> _REQUIRED WORK_
Find all the lines in the material below with the word "Recreation", and copy them.

> _GIVEN RECORDS_
▬▬▬

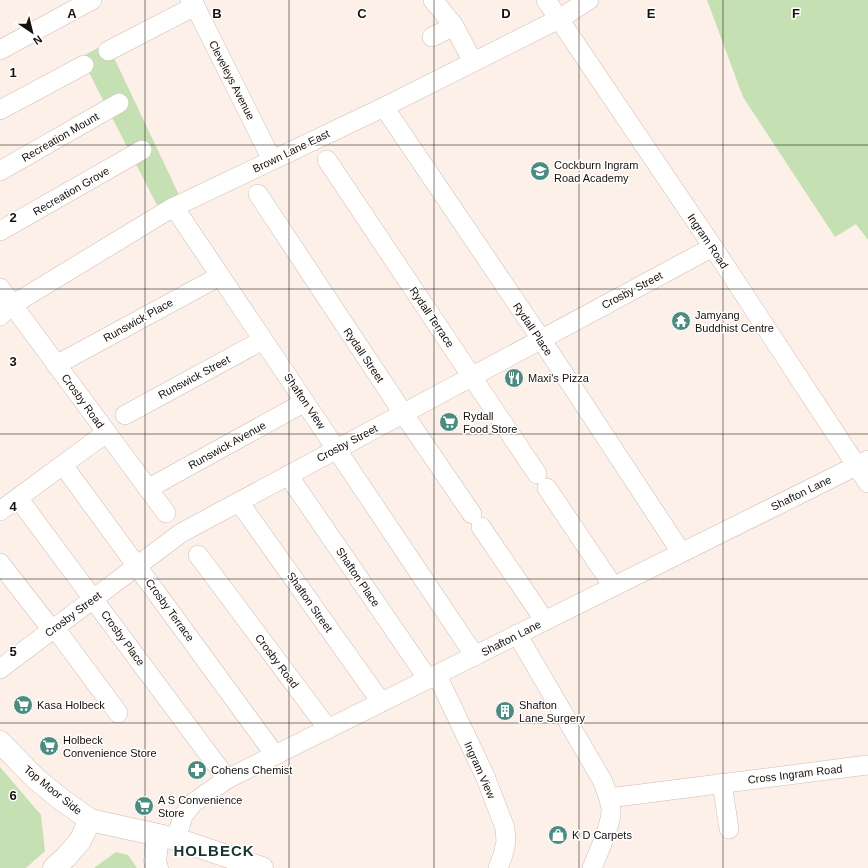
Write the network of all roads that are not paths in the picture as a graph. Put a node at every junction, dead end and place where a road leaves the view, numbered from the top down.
1 (92, 0) edge
2 (433, 0) edge
3 (546, 0) edge
4 (589, 0) edge
5 (193, 3) edge
6 (559, 19) junction
7 (454, 26) junction
8 (432, 37) dead end
9 (0, 50) edge
10 (108, 51) dead end
11 (473, 62) junction
12 (84, 65) dead end
13 (119, 103) dead end
14 (384, 107) junction
15 (0, 110) edge
16 (142, 150) dead end
17 (272, 160) junction
18 (327, 160) dead end
19 (0, 171) edge
20 (258, 194) dead end
21 (174, 207) junction
22 (0, 231) edge
23 (713, 246) junction
24 (220, 276) junction
25 (0, 288) edge
26 (6, 311) edge
27 (540, 339) junction
28 (263, 340) junction
29 (56, 364) junction
30 (472, 376) junction
31 (305, 402) junction
32 (403, 413) junction
33 (125, 415) dead end
34 (106, 433) junction
35 (337, 449) junction
36 (862, 463) edge
37 (63, 465) junction
38 (288, 475) junction
39 (868, 484) edge
40 (149, 488) junction
41 (18, 498) junction
42 (239, 502) junction
43 (0, 511) edge
44 (166, 513) dead end
45 (681, 552) junction
46 (198, 555) dead end
47 (0, 563) edge
48 (138, 566) junction
49 (613, 586) junction
50 (94, 598) junction
51 (544, 621) junction
52 (53, 629) junction
53 (517, 634) junction
54 (475, 656) junction
55 (0, 669) edge
56 (432, 677) junction
57 (381, 702) junction
58 (118, 713) dead end
59 (328, 729) junction
60 (0, 742) edge
61 (275, 755) junction
62 (868, 765) edge
63 (227, 779) junction
64 (722, 783) junction
65 (609, 798) junction
66 (90, 820) junction
67 (729, 829) dead end
68 (167, 837) junction
69 (54, 868) edge
70 (157, 868) edge
71 (262, 868) edge
72 (498, 868) edge
73 (592, 868) edge

1 - 9 street
2 - 7 street
3 - 6 street, Ingram Road
4 - 6 street, Brown Lane East
5 - 10 street
5 - 17 street, Cleveleys Avenue
6 - 11 street, Brown Lane East
6 - 23 street, Ingram Road
7 - 8 street
7 - 11 street
11 - 14 street, Brown Lane East
12 - 15 street
13 - 19 street, Recreation Mount
14 - 17 street, Brown Lane East
14 - 27 street, Rydall Place
16 - 22 street, Recreation Grove
17 - 21 street, Brown Lane East
18 - 30 street, Rydall Terrace
20 - 32 street, Rydall Street
21 - 24 street, Shafton View
21 - 26 street, Brown Lane East
23 - 27 street, Crosby Street
23 - 36 street, Ingram Road
24 - 28 street, Shafton View
24 - 29 street, Runswick Place
25 - 26 street, Crosby Road
26 - 29 street, Crosby Road
27 - 30 street, Crosby Street
27 - 45 street, Rydall Place
28 - 31 street, Shafton View
28 - 33 street, Runswick Street
29 - 34 street, Crosby Road
30 - 32 street, Crosby Street
30 - 49 street, Rydall Terrace
31 - 35 street, Shafton View
31 - 40 street, Runswick Avenue
32 - 35 street, Crosby Street
32 - 51 street, Rydall Street
34 - 37 street
34 - 40 street, Crosby Road
35 - 38 street, Crosby Street
35 - 54 street, Shafton View
36 - 39 street, Ingram Road
36 - 45 street, Shafton Lane
37 - 41 street
37 - 48 street, Crosby Terrace
38 - 42 street, Crosby Street
38 - 56 street, Shafton Place
40 - 44 street, Crosby Road
41 - 43 street
41 - 50 street, Crosby Place
42 - 48 street, Crosby Street
42 - 57 street, Shafton Street
45 - 49 street, Shafton Lane
46 - 59 street, Crosby Road
47 - 52 street
48 - 50 street, Crosby Street
48 - 61 street, Crosby Terrace
49 - 51 street, Shafton Lane
50 - 52 street, Crosby Street
50 - 63 street, Crosby Place
51 - 53 street, Shafton Lane
52 - 55 street, Crosby Street
52 - 58 street
53 - 54 street, Shafton Lane
53 - 65 street
54 - 56 street, Shafton Lane
56 - 57 street, Shafton Lane
56 - 72 street, Ingram View
57 - 59 street, Shafton Lane
59 - 61 street, Shafton Lane
60 - 66 street, Top Moor Side
61 - 63 street, Shafton Lane
62 - 64 street, Cross Ingram Road
63 - 68 street, Shafton Lane
64 - 65 street, Cross Ingram Road
64 - 67 street
65 - 73 street
66 - 68 street
66 - 69 street
68 - 70 street
68 - 71 street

▬▬▬

> _ANSWER BELOW_
13 - 19 street, Recreation Mount
16 - 22 street, Recreation Grove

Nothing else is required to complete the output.